▶ About this exercise
In this exercise, set down every entry that follows exactly as it appears.
START Recorded data
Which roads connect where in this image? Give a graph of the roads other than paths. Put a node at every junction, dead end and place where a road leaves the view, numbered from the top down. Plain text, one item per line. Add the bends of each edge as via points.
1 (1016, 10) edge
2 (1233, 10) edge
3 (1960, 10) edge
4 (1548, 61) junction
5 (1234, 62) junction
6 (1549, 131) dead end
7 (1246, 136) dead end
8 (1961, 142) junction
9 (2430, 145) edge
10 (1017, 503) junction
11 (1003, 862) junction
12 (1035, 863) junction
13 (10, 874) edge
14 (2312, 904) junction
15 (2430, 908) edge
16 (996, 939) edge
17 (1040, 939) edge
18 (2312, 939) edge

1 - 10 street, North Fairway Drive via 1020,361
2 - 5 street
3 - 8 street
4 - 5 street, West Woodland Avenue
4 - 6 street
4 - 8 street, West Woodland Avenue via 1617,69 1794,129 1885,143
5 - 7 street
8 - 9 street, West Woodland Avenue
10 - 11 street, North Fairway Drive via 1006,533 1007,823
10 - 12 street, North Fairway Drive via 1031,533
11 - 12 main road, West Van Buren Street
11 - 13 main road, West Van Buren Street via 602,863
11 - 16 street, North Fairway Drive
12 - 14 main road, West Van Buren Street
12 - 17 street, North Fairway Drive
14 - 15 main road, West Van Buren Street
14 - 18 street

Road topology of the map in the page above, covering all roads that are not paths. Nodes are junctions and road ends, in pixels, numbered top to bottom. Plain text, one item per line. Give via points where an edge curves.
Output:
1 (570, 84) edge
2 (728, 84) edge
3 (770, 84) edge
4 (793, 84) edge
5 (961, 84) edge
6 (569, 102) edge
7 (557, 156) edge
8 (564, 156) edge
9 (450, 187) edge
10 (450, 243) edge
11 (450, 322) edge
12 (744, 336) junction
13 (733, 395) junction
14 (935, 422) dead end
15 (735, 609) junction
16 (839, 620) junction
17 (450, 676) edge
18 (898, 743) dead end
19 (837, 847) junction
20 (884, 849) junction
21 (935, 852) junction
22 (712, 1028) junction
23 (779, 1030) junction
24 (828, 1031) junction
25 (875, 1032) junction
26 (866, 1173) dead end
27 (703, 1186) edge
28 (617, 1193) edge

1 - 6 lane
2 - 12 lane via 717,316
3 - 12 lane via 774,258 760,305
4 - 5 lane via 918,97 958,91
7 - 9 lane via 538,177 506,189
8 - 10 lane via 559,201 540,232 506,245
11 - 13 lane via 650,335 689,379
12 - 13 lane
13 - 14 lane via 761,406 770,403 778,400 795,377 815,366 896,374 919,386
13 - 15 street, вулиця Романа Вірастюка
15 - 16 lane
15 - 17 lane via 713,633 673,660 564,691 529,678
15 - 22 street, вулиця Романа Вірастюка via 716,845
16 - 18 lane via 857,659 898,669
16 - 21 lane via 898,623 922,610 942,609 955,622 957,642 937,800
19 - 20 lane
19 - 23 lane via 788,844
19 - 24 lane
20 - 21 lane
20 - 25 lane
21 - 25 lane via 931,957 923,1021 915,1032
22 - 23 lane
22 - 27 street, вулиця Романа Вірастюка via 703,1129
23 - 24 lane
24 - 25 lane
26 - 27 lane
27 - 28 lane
END Recorded data
▶ Answer for the task
Which roads connect where in this image? Give a graph of the roads other than paths. Put a node at every junction, dead end and place where a road leaves the view, numbered from the top down. Plain text, one item per line. Add the bends of each edge as via points.
1 (1016, 10) edge
2 (1233, 10) edge
3 (1960, 10) edge
4 (1548, 61) junction
5 (1234, 62) junction
6 (1549, 131) dead end
7 (1246, 136) dead end
8 (1961, 142) junction
9 (2430, 145) edge
10 (1017, 503) junction
11 (1003, 862) junction
12 (1035, 863) junction
13 (10, 874) edge
14 (2312, 904) junction
15 (2430, 908) edge
16 (996, 939) edge
17 (1040, 939) edge
18 (2312, 939) edge

1 - 10 street, North Fairway Drive via 1020,361
2 - 5 street
3 - 8 street
4 - 5 street, West Woodland Avenue
4 - 6 street
4 - 8 street, West Woodland Avenue via 1617,69 1794,129 1885,143
5 - 7 street
8 - 9 street, West Woodland Avenue
10 - 11 street, North Fairway Drive via 1006,533 1007,823
10 - 12 street, North Fairway Drive via 1031,533
11 - 12 main road, West Van Buren Street
11 - 13 main road, West Van Buren Street via 602,863
11 - 16 street, North Fairway Drive
12 - 14 main road, West Van Buren Street
12 - 17 street, North Fairway Drive
14 - 15 main road, West Van Buren Street
14 - 18 street

Road topology of the map in the page above, covering all roads that are not paths. Nodes are junctions and road ends, in pixels, numbered top to bottom. Plain text, one item per line. Give via points where an edge curves.
Output:
1 (570, 84) edge
2 (728, 84) edge
3 (770, 84) edge
4 (793, 84) edge
5 (961, 84) edge
6 (569, 102) edge
7 (557, 156) edge
8 (564, 156) edge
9 (450, 187) edge
10 (450, 243) edge
11 (450, 322) edge
12 (744, 336) junction
13 (733, 395) junction
14 (935, 422) dead end
15 (735, 609) junction
16 (839, 620) junction
17 (450, 676) edge
18 (898, 743) dead end
19 (837, 847) junction
20 (884, 849) junction
21 (935, 852) junction
22 (712, 1028) junction
23 (779, 1030) junction
24 (828, 1031) junction
25 (875, 1032) junction
26 (866, 1173) dead end
27 (703, 1186) edge
28 (617, 1193) edge

1 - 6 lane
2 - 12 lane via 717,316
3 - 12 lane via 774,258 760,305
4 - 5 lane via 918,97 958,91
7 - 9 lane via 538,177 506,189
8 - 10 lane via 559,201 540,232 506,245
11 - 13 lane via 650,335 689,379
12 - 13 lane
13 - 14 lane via 761,406 770,403 778,400 795,377 815,366 896,374 919,386
13 - 15 street, вулиця Романа Вірастюка
15 - 16 lane
15 - 17 lane via 713,633 673,660 564,691 529,678
15 - 22 street, вулиця Романа Вірастюка via 716,845
16 - 18 lane via 857,659 898,669
16 - 21 lane via 898,623 922,610 942,609 955,622 957,642 937,800
19 - 20 lane
19 - 23 lane via 788,844
19 - 24 lane
20 - 21 lane
20 - 25 lane
21 - 25 lane via 931,957 923,1021 915,1032
22 - 23 lane
22 - 27 street, вулиця Романа Вірастюка via 703,1129
23 - 24 lane
24 - 25 lane
26 - 27 lane
27 - 28 lane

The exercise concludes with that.